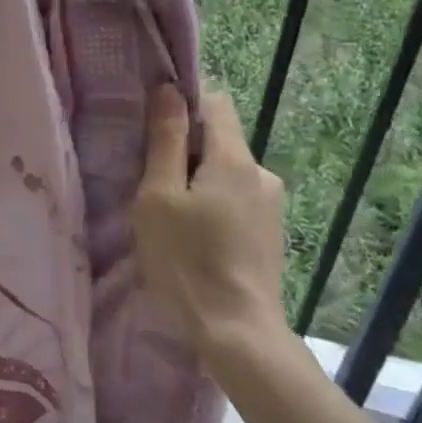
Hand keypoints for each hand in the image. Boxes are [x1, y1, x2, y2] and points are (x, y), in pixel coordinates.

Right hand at [135, 84, 287, 366]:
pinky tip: (194, 237)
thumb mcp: (159, 196)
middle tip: (151, 182)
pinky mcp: (269, 233)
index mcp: (234, 159)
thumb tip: (170, 90)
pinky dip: (212, 205)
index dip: (183, 105)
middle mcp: (261, 174)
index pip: (215, 102)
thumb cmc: (186, 260)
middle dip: (185, 150)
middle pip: (219, 140)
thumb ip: (166, 141)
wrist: (237, 332)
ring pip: (225, 173)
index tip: (152, 130)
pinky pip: (235, 200)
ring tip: (169, 215)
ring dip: (197, 181)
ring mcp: (270, 206)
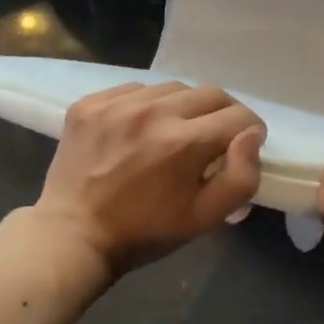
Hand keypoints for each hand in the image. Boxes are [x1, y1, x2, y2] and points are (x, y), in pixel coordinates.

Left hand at [35, 81, 264, 274]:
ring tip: (176, 133)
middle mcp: (153, 112)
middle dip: (223, 115)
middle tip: (216, 138)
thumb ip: (241, 177)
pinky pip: (135, 89)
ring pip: (173, 88)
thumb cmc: (145, 232)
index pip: (238, 117)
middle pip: (210, 94)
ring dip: (185, 107)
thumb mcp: (205, 218)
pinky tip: (141, 130)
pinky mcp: (90, 104)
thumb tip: (251, 137)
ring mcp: (117, 104)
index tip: (242, 147)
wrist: (73, 235)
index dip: (250, 132)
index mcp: (184, 142)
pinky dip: (148, 105)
┄┄┄┄┄┄┄┄┄┄┄┄┄┄┄┄┄┄┄┄
Work to complete —
The required output is the lines from the one holding "thumb cmc: (145, 232)" through the last line of the entries above, copied exactly.

Task output —
thumb cmc: (145, 232)
index pip: (238, 117)
middle pip: (210, 94)
ring dip: (185, 107)
thumb mcp: (205, 218)
pinky tip: (141, 130)
pinky mcp: (90, 104)
thumb tip: (251, 137)
ring mcp: (117, 104)
index tip: (242, 147)
wrist: (73, 235)
index dip: (250, 132)
index mcp: (184, 142)
pinky dip: (148, 105)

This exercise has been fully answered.